El mensaje frenético de Mamá solo podía significar una cosa —y ya sabía exactamente lo que encontraría en casa.
Papá.
Tenía que ser él.
Irrumpí por la puerta principal, el pavor arañándome las entrañas.
La escena frente a mí hizo que mi sangre se congelara.
Mi corazón se desplomó.
El agudo chasquido del cuero contra la carne envió oleadas de rabia por mis venas.
Mamá se acurrucaba en la esquina, con lágrimas corriendo por su rostro hinchado.
Me lancé hacia adelante, arrancando el cinturón del agarre del viejo bastardo.
Él contraatacó, pero lo sometí fácilmente.
Después de propinarme una última patada en la espinilla, salió furioso como el cobarde que era.
Me quedé paralizado, mirando la forma golpeada de mi hermano.
Mamá corrió al lado de Barnaby.
—Dios mío, hey, estás bien, estás bien —susurró, abrazándolo—.
Vamos a llevarte adentro.
Levanté a Barnaby y lo llevé a su habitación.
—¿Qué demonios pasó?
—exigí, mi voz temblando con furia apenas controlada.

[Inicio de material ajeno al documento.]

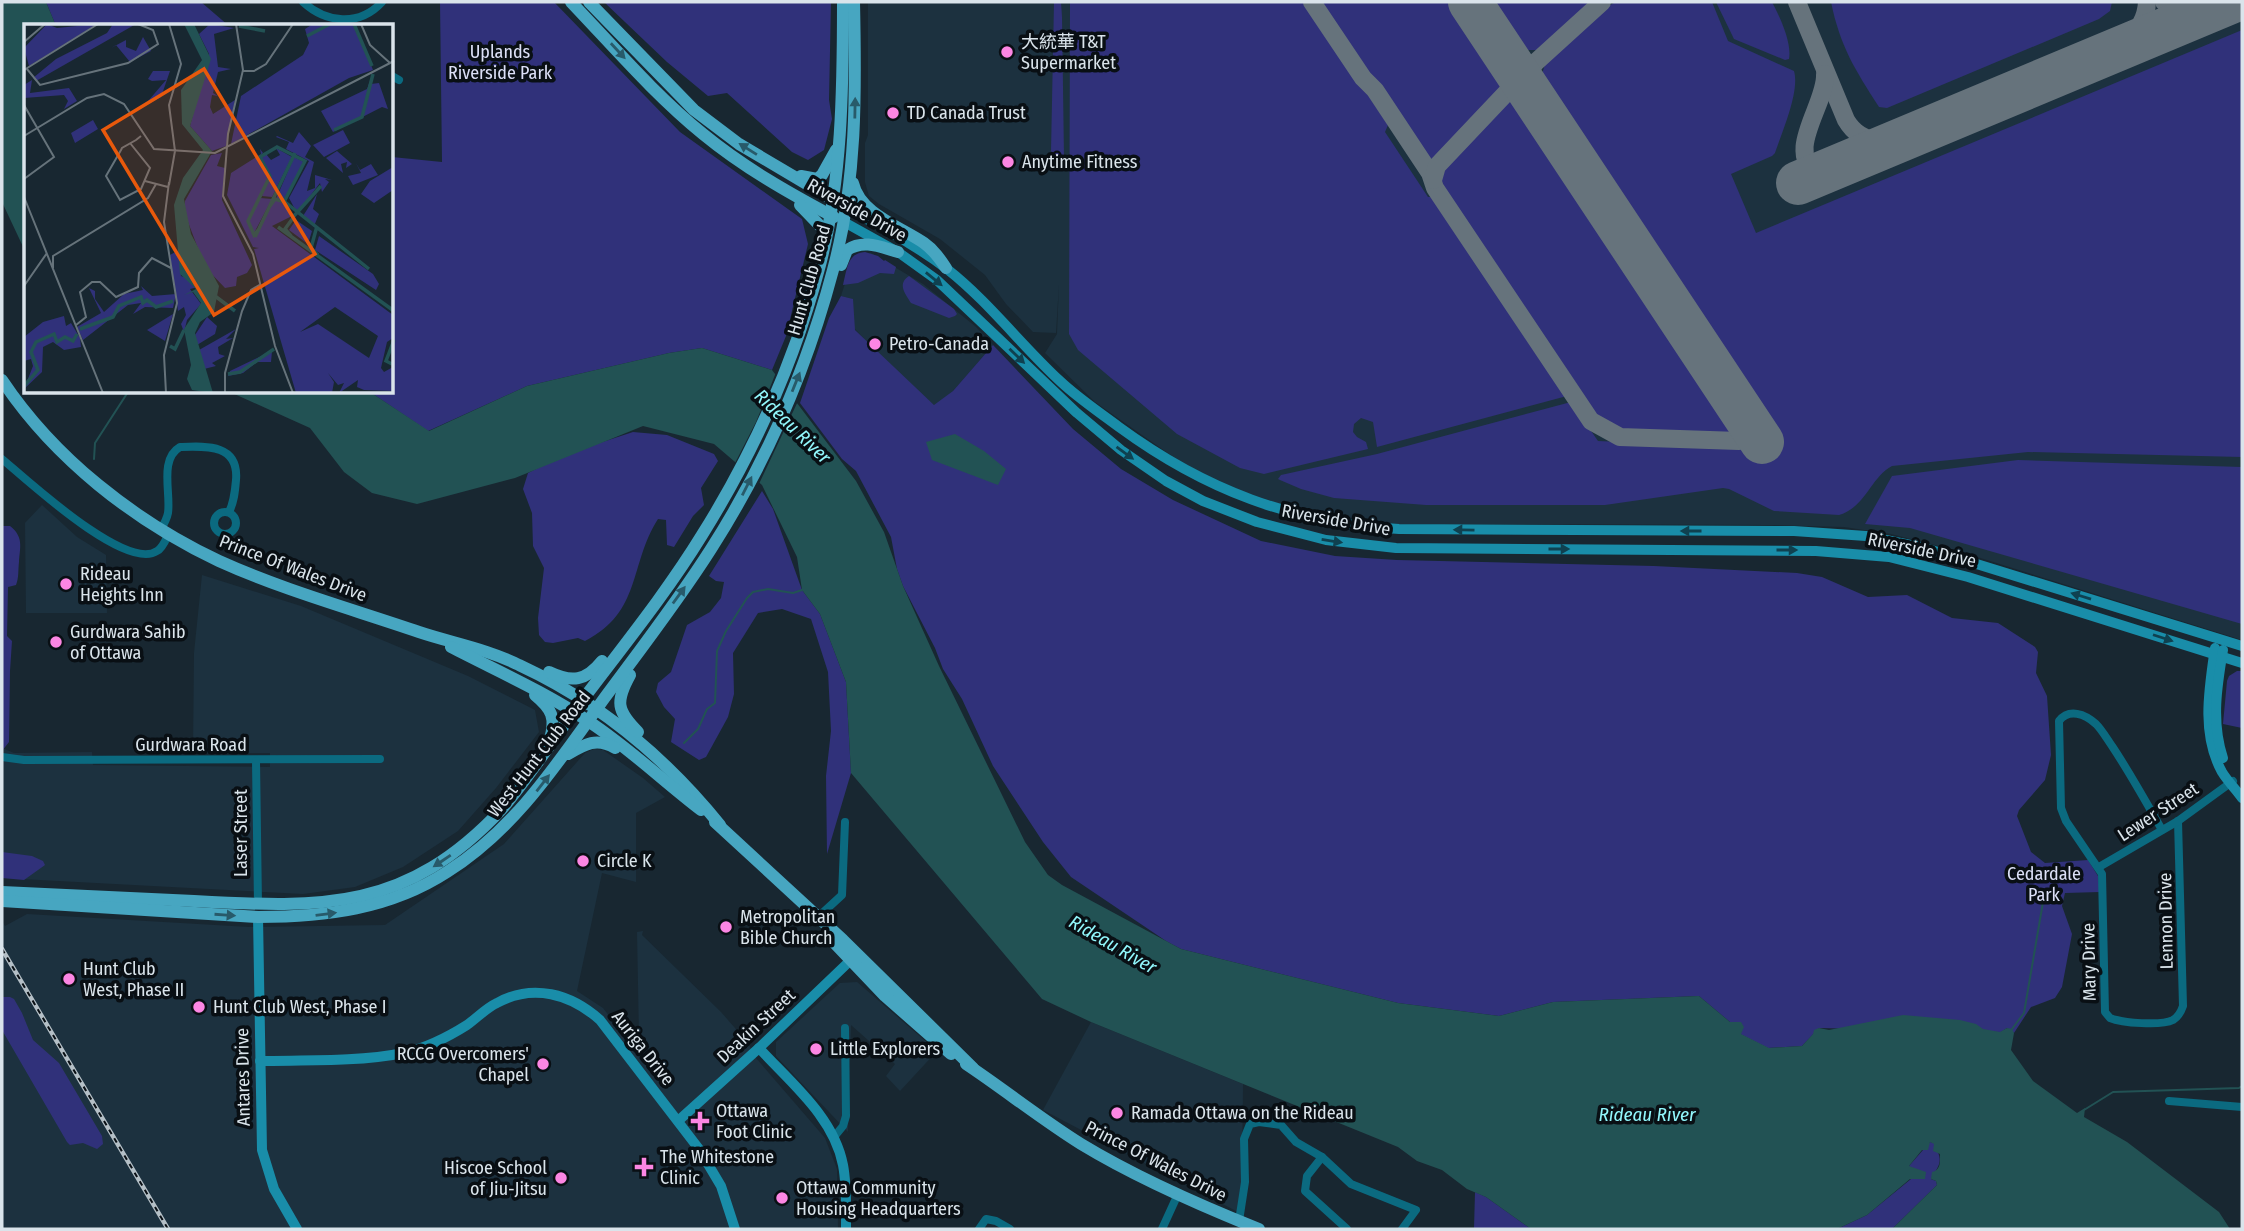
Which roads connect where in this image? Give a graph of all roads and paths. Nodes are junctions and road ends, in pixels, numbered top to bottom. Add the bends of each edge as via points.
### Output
1 (303, 2) edge
2 (382, 2) edge
3 (571, 2) edge
4 (589, 2) edge
5 (843, 2) edge
6 (854, 2) edge
7 (347, 24) edge
8 (839, 143) junction
9 (782, 169) junction
10 (851, 176) junction
11 (779, 186) junction
12 (833, 199) junction
13 (847, 208) junction
14 (830, 215) junction
15 (844, 222) junction
16 (826, 232) junction
17 (898, 252) junction
18 (946, 268) junction
19 (828, 290) junction
20 (980, 301) junction
21 (971, 311) junction
22 (2, 380) edge
23 (761, 426) joint
24 (773, 436) joint
25 (2, 459) edge
26 (229, 512) dead end
27 (165, 531) junction
28 (678, 571) junction
29 (658, 625) junction
30 (427, 634) junction
31 (2221, 640) junction
32 (2242, 646) edge
33 (2218, 655) junction
34 (499, 656) junction
35 (2242, 663) edge
36 (519, 682) junction
37 (583, 700) junction
38 (597, 709) junction
39 (574, 712) junction
40 (589, 721) junction
41 (548, 748) junction
42 (2, 757) edge
43 (658, 757) junction
44 (562, 758) junction
45 (380, 759) dead end
46 (256, 761) junction
47 (672, 770) junction
48 (650, 771) junction
49 (2231, 782) junction
50 (2240, 795) edge
51 (2178, 821) junction
52 (845, 822) dead end
53 (720, 825) junction
54 (2162, 830) junction
55 (2099, 867) junction
56 (2, 892) edge
57 (63, 900) junction
58 (2, 901) edge
59 (258, 911) junction
60 (817, 918) junction
61 (853, 958) junction
62 (2108, 1017) joint
63 (845, 1028) dead end
64 (760, 1048) junction
65 (260, 1061) junction
66 (2169, 1101) dead end
67 (2242, 1107) edge
68 (678, 1121) junction
69 (834, 1137) junction
70 (1322, 1157) junction
71 (1178, 1194) junction
72 (1239, 1221) junction
73 (297, 1229) edge
74 (734, 1229) edge
75 (846, 1229) edge
76 (979, 1229) edge
77 (1010, 1229) edge
78 (1162, 1229) edge
79 (1259, 1229) edge
80 (1347, 1229) edge
81 (1402, 1229) edge

1 - 7 street
2 - 7 street
3 -> 11 main road, Riverside Drive via 664,101 712,142
9 -> 4 main road, Riverside Drive via 694,110
5 - 8 main road, Hunt Club Road
10 -> 6 main road, Hunt Club Road
8 - 9 main road via 817,179
8 - 12 main road, Hunt Club Road
9 - 12 main road, Riverside Drive
10 - 13 main road, Hunt Club Road
10 - 18 main road via 864,205 925,244
11 - 14 main road, Riverside Drive
11 - 16 main road
12 - 13 main road, Riverside Drive
12 - 14 main road, Hunt Club Road
13 - 15 main road, Hunt Club Road
13 - 18 main road, Riverside Drive
14 - 15 main road, Riverside Drive
14 - 16 main road, Hunt Club Road
15 - 17 main road, Riverside Drive
15 - 19 main road, Hunt Club Road
16 - 23 main road, Hunt Club Road via 802,323
17 - 19 main road via 870,244 851,247
17 -> 21 main road, Riverside Drive
18 - 20 main road, Riverside Drive
24 -> 19 main road, Hunt Club Road
20 - 21 main road
31 -> 20 main road, Riverside Drive via 1925,548 1866,536 1771,531 1399,529 1345,524 1276,509 1210,483 1134,438 1061,382
21 -> 33 main road, Riverside Drive via 1077,413 1132,458 1203,501 1280,530 1396,548 1816,551 1889,557 1968,576
22 - 27 main road, Prince Of Wales Drive via 59,450 128,508
23 - 28 main road, West Hunt Club Road via 734,481
29 -> 24 main road, West Hunt Club Road via 720,535
25 - 27 street via 89,530 122,548 151,554 159,550
26 - 27 street via 237,469 232,457 220,450 180,447 169,458
27 - 30 main road, Prince Of Wales Drive via 256,576
28 - 34 main road via 595,670 582,679 564,679
28 - 37 main road, West Hunt Club Road
29 - 38 main road, West Hunt Club Road
29 - 43 main road via 619,696 625,719
30 - 34 main road, Prince Of Wales Drive
30 - 36 main road, Prince Of Wales Drive
31 - 32 main road, Riverside Drive
31 - 33 main road
33 - 35 main road, Riverside Drive
33 - 49 main road via 2208,724 2215,756
34 - 37 main road, Prince Of Wales Drive
36 - 39 main road, Prince Of Wales Drive
36 - 41 main road via 551,710 554,723
37 - 38 main road, Prince Of Wales Drive
37 - 39 main road, West Hunt Club Road
38 - 40 main road, West Hunt Club Road
38 - 43 main road, Prince Of Wales Drive
39 - 40 main road, Prince Of Wales Drive
39 - 41 main road, West Hunt Club Road
40 - 44 main road, West Hunt Club Road
40 - 48 main road, Prince Of Wales Drive
41 -> 59 main road, West Hunt Club Road via 480,832 422,873 340,901
42 - 46 street, Gurdwara Road
43 - 47 main road, Prince Of Wales Drive
44 - 48 main road via 601,741
59 -> 44 main road, West Hunt Club Road via 299,917 347,911 395,898 430,882 506,826
45 - 46 street, Gurdwara Road
46 - 59 street, Laser Street
47 - 48 main road
47 - 53 main road, Prince Of Wales Drive
48 - 53 main road, Prince Of Wales Drive
49 - 50 main road
49 - 51 street, Lewer Street
51 - 54 street, Lewer Street
51 - 62 street, Lennon Drive via 2183,1006 2175,1019 2161,1022 2123,1022
52 - 60 street via 842,895
53 - 60 main road, Prince Of Wales Drive
54 - 55 street, Lewer Street
54 - 55 street, Mary Drive via 2096,724 2069,712 2059,721 2061,808
55 - 62 street, Mary Drive via 2104,883
56 - 57 main road, West Hunt Club Road
57 - 58 main road, West Hunt Club Road
57 - 59 main road, West Hunt Club Road
59 - 65 main road, Antares Drive
60 - 61 main road, Prince Of Wales Drive
61 - 64 main road, Deakin Street
61 - 71 main road, Prince Of Wales Drive via 939,1033 972,1069 1016,1101 1084,1146
63 - 69 street via 846,1116
64 - 68 main road, Deakin Street
64 - 69 main road
65 - 68 main road, Auriga Drive via 370,1058 407,1052 440,1041 510,997 554,994 586,1008 600,1020
65 - 73 main road, Antares Drive via 262,1150 274,1189
66 - 67 street
68 - 74 main road, Auriga Drive via 717,1178
69 - 75 main road via 842,1162
70 - 72 street via 1300,1145 1281,1125 1250,1124 1244,1139 1245,1182
70 - 80 street via 1307,1176 1305,1191
70 - 81 street via 1351,1184 1416,1210
71 - 72 main road, Prince Of Wales Drive
71 - 78 street
72 - 79 main road, Prince Of Wales Drive
76 - 77 street via 986,1219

—Estaba fumando en la sala —murmuró Barnaby, cada palabra un esfuerzo doloroso.
Lo miré con total incredulidad.
La última vez que había hecho esta tontería, Papá estaba recibiendo a un socio comercial.
Esa reunión terminó catastróficamente cuando el cliente se marchó.
Mamá regresó rápidamente con agua y una toalla limpia para atender las heridas de Barnaby.
Cuando mis ojos se encontraron con los de mi hermano, la tristeza superó mi enojo.
—¿Por qué sigues haciendo esto?
—pregunté, con la voz quebrada—.
Sabes cómo reacciona Papá.
Barnaby desvió la mirada, con vergüenza escrita en sus facciones.
Mi hermano solo cometía estos estúpidos errores cuando estaba drogado con B-rojo.
Ese veneno rosa lo había destruido a él y a incontables otros.
La droga había creado una adicción tan viciosa que liberarse parecía imposible.
Pero Barnaby se suponía que estaba limpio.
No debía acercarse a esa basura después de que su última sobredosis casi lo matara.
Los médicos habían limpiado todo su sistema, poniéndolo en medicamentos más seguros para controlar la abstinencia del B-rojo.
Todavía estaba tomando medicamentos recetados para combatir las ansias de B-rojo.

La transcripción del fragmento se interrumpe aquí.